The paper by F. H. C. Crick explores the packing of α-helices and their implications for the structure of fibrous proteins. Key points include:
1. **α-Helix Packing**: α-helices of the same sense tend to pack about 20° away from parallel, leading to a coiled-coil structure. This packing is more challenging than that of opposite-sense helices, which can pack parallel.
2. **Simple Models**: The two-strand and three-strand rope models are described to illustrate the diffraction theory. These models predict diffuse α-keratin patterns and can explain the structure of long, thin molecules like tropomyosin.
3. **Diffraction Patterns**: The Fourier transform of a coiled-coil is used to calculate structure factors, showing that the two-strand rope model predicts strong reflections at 5.17 Å and 1.48 Å, while the three-strand rope model predicts similar patterns but with slightly different spacings.
4. **Additional Considerations**: Distortions in the simple structures, repeating sequences of residues, and different packing directions are discussed. These factors can alter the diffraction patterns but do not significantly affect the main features.
5. **Applications**: The models are applied to tropomyosin and α-keratin, suggesting that the observed diffraction patterns can be explained by α-helices packing side-by-side. The implications for globular proteins are also discussed, highlighting the potential for α-helices to pack at angles greater than 20°.

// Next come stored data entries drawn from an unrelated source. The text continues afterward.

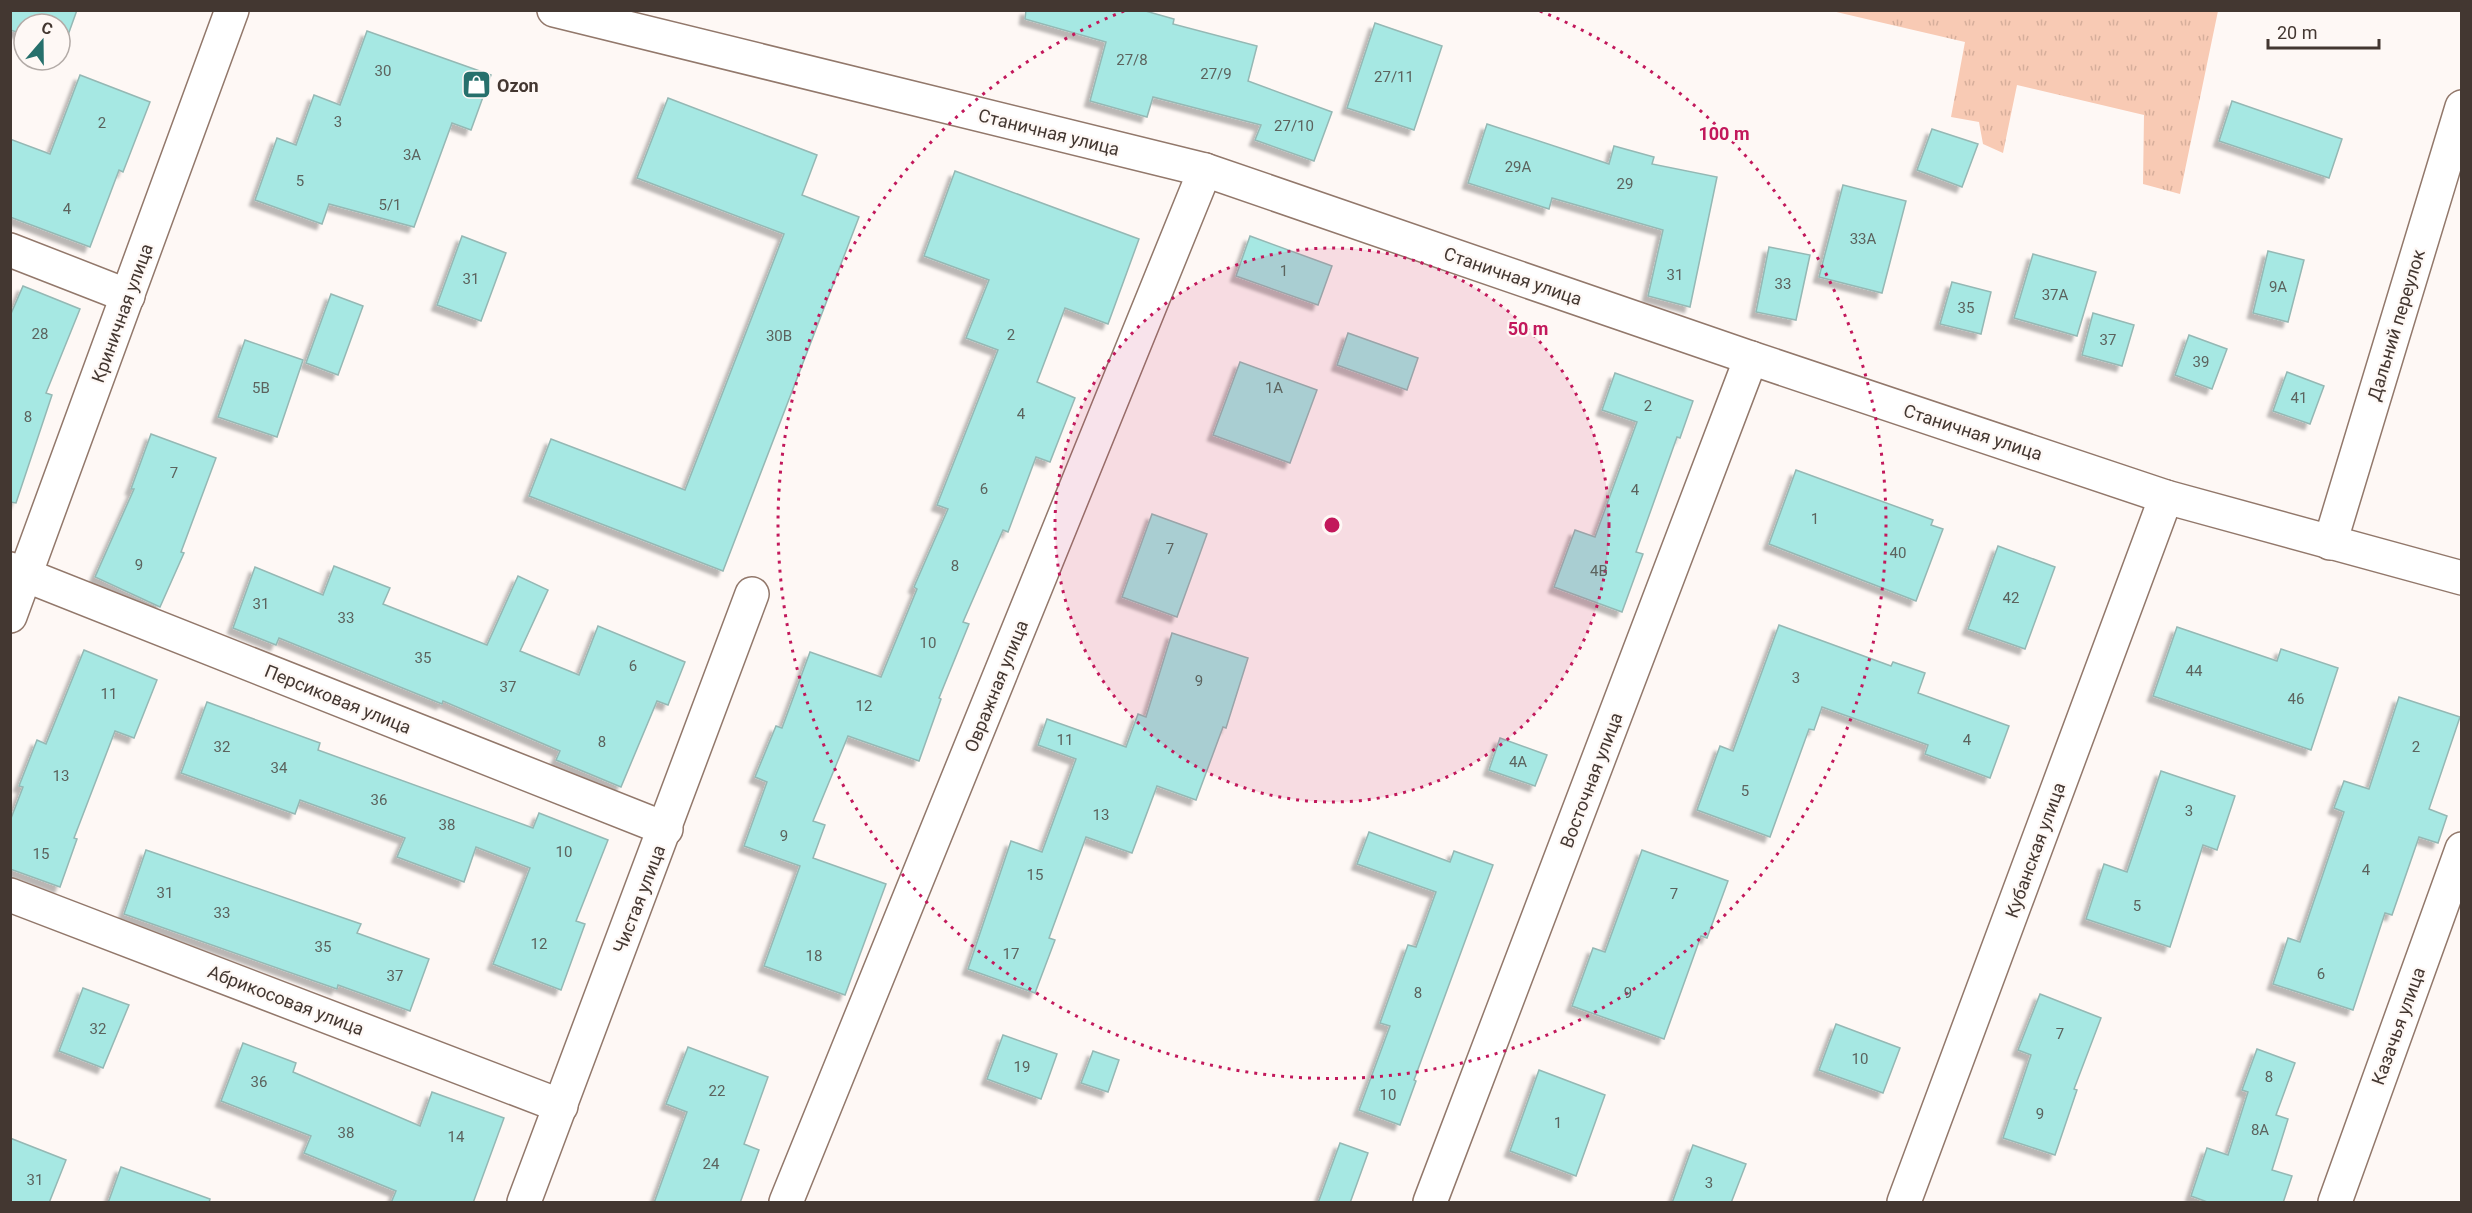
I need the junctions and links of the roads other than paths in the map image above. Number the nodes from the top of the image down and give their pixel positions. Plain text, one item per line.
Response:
1 (232, 10) edge
2 (554, 10) edge
3 (2462, 107) edge
4 (1205, 170) junction
5 (10, 250) edge
6 (128, 296) junction
7 (1751, 358) junction
8 (2166, 497) junction
9 (2330, 543) junction
10 (18, 572) edge
11 (2462, 578) edge
12 (752, 594) dead end
13 (10, 616) edge
14 (666, 829) junction
15 (2462, 849) edge
16 (10, 895) edge
17 (561, 1106) junction
18 (1436, 1201) edge
19 (524, 1203) edge
20 (786, 1203) edge
21 (1904, 1203) edge
22 (2335, 1203) edge

1 - 6 street, Криничная улица
2 - 4 street, Станичная улица
3 - 9 street, Дальний переулок
4 - 7 street, Станичная улица
4 - 20 street, Овражная улица
5 - 6 street
6 - 10 street, Криничная улица
7 - 8 street, Станичная улица
7 - 18 street, Восточная улица
8 - 9 street, Станичная улица
8 - 21 street, Кубанская улица
9 - 11 street, Станичная улица
10 - 13 street, Криничная улица
10 - 14 street, Персиковая улица
12 - 14 street, Чистая улица
14 - 17 street, Чистая улица
15 - 22 street, Казачья улица
16 - 17 street, Абрикосовая улица
17 - 19 street, Чистая улица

6. **Conclusion**: The paper concludes that the observed X-ray patterns of fibrous proteins can be explained by α-helices packing in a knobs-into-holes manner, without the need for repeating sequences of residues. This packing mechanism is likely the basis of the structure of fibrous proteins.The paper by F. H. C. Crick explores the packing of α-helices and their implications for the structure of fibrous proteins. Key points include:
1. **α-Helix Packing**: α-helices of the same sense tend to pack about 20° away from parallel, leading to a coiled-coil structure. This packing is more challenging than that of opposite-sense helices, which can pack parallel.
2. **Simple Models**: The two-strand and three-strand rope models are described to illustrate the diffraction theory. These models predict diffuse α-keratin patterns and can explain the structure of long, thin molecules like tropomyosin.
3. **Diffraction Patterns**: The Fourier transform of a coiled-coil is used to calculate structure factors, showing that the two-strand rope model predicts strong reflections at 5.17 Å and 1.48 Å, while the three-strand rope model predicts similar patterns but with slightly different spacings.
4. **Additional Considerations**: Distortions in the simple structures, repeating sequences of residues, and different packing directions are discussed. These factors can alter the diffraction patterns but do not significantly affect the main features.
5. **Applications**: The models are applied to tropomyosin and α-keratin, suggesting that the observed diffraction patterns can be explained by α-helices packing side-by-side. The implications for globular proteins are also discussed, highlighting the potential for α-helices to pack at angles greater than 20°.
6. **Conclusion**: The paper concludes that the observed X-ray patterns of fibrous proteins can be explained by α-helices packing in a knobs-into-holes manner, without the need for repeating sequences of residues. This packing mechanism is likely the basis of the structure of fibrous proteins.